Despite this negativity Lucas was a 'good family man' who always took his mum to church on Sunday. He rubbed shoulders with the good and the great. He made a lot of money before he was finally arrested.

Lucas admitted all his crimes and gave evidence that led to the conviction of many corrupt policemen and criminals. He was released from prison after 16 years.

I enjoyed the film. It is well made and is one of Ridley Scott's better films. The only thing that made me uneasy was the thought that some people might see Lucas as a role-model. That would not be good.

Wednesday, December 05, 2007

radiohead tickets

I now have tickets to see radiohead on glasgow green in june. that is almost as cool as having my bloody valentine tickets but not quite

Sunday, December 02, 2007

The end of the Sopranos

I've just finished watching the last few episodes of the Sopranos. I'm a bit sad that it's over. I don't want to spoil the end for anyone but it does go against expectations. The last few episodes perhaps aren't the best of the series but they are still good. As a body of work the six seasons of the Sopranos are close to perfect.

I know the show is not to everyones taste. Many people would not like the violence, or the swearing ot the drug abuse. I guess that many people would feel that these things are glamorised by TV. I hope that the Sopranos attracts intelligent viewers who realise that Tony Soprano is a bad man and not someone you should aspire to be. There will be stupid people out there who would want to model their lives on the fictional New Jersey Mafia but most people will just enjoy the inticate plots and the well-rounded characters that made this show so good.

I would love to see more but I guess that is unlikely to happen.

The Night Watch books by Sergei Lukyanenko

I'm guilty of buying books and not reading them. I love books as objects. I love the way they look and the way they feel. I really love reading them but sadly work conspires to stop me from reading as much as I would like. Sometimes you just have to make the time to sit down and read. Over the last week I managed Night Watch, Day Watch and Twilight Watch by Sergei Lukyanenko and I'm glad that I did.

Elsewhere in this blog I have written about the film versions of Night Watch and Day Watch which I enjoyed. They are strange Russian language fantasy horror films about the supernatural in modern Moscow. The films are good (if a little weird) and they led me to the books. The books that I bought and put in a pile beside my bed several months ago.
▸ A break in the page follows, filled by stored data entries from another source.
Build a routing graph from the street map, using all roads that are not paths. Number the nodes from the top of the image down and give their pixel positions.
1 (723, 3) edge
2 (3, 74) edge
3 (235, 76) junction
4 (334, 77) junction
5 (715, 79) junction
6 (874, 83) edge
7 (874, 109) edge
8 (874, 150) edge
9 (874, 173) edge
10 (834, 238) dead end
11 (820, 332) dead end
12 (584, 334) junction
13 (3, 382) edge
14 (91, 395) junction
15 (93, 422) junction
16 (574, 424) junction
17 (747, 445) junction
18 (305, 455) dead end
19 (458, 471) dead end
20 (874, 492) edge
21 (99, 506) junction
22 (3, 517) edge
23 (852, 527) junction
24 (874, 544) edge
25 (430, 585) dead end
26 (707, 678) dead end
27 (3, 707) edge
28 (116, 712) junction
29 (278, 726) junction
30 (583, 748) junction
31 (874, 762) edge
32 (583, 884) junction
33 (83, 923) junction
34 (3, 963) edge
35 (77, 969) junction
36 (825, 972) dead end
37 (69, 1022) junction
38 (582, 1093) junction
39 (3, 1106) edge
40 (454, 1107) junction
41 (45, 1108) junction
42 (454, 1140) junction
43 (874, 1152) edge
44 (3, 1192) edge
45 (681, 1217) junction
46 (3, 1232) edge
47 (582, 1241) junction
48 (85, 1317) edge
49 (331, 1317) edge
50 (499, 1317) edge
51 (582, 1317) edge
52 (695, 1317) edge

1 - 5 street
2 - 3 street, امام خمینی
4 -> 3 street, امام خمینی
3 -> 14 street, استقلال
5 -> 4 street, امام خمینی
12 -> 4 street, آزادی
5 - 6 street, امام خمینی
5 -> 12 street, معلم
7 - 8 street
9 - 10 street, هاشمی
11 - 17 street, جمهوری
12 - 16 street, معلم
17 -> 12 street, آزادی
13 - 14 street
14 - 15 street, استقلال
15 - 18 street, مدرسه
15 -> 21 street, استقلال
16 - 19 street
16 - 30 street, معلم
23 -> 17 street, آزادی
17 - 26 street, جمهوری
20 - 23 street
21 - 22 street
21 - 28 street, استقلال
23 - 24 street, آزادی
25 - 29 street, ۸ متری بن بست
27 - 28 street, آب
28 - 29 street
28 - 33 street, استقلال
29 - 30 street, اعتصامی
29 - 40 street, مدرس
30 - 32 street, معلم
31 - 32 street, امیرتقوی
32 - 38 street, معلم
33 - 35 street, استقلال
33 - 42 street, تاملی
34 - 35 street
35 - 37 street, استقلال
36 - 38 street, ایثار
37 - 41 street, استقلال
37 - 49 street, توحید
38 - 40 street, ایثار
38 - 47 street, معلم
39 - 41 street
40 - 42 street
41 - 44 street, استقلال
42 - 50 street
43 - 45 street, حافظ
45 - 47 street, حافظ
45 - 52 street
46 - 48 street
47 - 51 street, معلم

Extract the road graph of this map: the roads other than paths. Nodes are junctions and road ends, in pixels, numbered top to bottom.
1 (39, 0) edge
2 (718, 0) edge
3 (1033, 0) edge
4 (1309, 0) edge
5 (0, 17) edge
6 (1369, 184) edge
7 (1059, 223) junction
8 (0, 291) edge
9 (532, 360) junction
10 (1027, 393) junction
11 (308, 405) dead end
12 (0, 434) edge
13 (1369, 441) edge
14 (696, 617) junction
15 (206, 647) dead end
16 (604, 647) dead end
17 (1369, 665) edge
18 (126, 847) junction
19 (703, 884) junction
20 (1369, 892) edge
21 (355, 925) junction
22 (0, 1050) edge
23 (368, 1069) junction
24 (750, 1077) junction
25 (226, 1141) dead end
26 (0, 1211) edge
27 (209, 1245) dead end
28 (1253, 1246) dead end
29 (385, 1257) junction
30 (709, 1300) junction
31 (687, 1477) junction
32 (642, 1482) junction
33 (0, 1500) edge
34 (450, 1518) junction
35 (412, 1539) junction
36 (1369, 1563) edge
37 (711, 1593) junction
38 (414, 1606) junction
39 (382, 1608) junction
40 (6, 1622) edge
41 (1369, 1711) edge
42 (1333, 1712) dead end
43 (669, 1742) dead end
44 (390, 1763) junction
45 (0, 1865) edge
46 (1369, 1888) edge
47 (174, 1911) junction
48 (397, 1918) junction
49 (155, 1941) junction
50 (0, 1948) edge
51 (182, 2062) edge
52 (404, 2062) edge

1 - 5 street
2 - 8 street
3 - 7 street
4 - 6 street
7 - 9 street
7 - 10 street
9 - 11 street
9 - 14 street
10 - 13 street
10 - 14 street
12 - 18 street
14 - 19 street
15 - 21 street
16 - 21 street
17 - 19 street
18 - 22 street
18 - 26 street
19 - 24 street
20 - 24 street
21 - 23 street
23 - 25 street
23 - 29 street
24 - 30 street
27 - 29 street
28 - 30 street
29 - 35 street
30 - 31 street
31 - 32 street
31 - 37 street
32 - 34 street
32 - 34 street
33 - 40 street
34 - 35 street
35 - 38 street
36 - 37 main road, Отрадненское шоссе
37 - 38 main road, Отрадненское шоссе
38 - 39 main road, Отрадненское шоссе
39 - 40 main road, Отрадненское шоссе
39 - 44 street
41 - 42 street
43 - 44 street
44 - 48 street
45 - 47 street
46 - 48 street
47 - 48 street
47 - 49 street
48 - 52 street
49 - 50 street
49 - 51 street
I sat down and started reading the books two weeks ago and they captured my brain. The blurb on the cover describes them as 'the Russian Harry Potter' but they are better than that. These books are for adults. I don't think you could describe them as serious literature but they do deal with moral relativity and the difference between good and evil. And vampires. And werewolves. And ancient great magicians.

The series deals with Anton, a young Other (supernatural being) and his 'hero's journey' as he develops from an inexperienced Night Watchman (a supernatural policeman who upholds the law and controls evil vampires) to a Great Magician who can do lots of cool shit.

Lukyanenko is writing another book due out next year and I am waiting for it with baited breath. You may enjoy these books.

30 days of night - film review

I went to see this film last sunday after a particularly traumatic afternoon at work. I'd been wanting to see it for some time as I had enjoyed the comic book several years ago. The comic book was based on a rejected film script and sold loads of copies. This raised some interest in Hollywood and now we have an above average vampire film.

The story is set in Barrow, a small town in the arctic circle. Barrow is so far north that the normal pattern of night and day does not exist. Barrow is about to enter darkness for a month and some visiting Russian vampires intend to take full advantage of this. I've always liked Russian vampires.

The film is a bit more intelligent than Blade or your average bite-nite horror. It looks great, avoids cliche's and it has a couple of nice twists. I loved it and I will buy the DVD.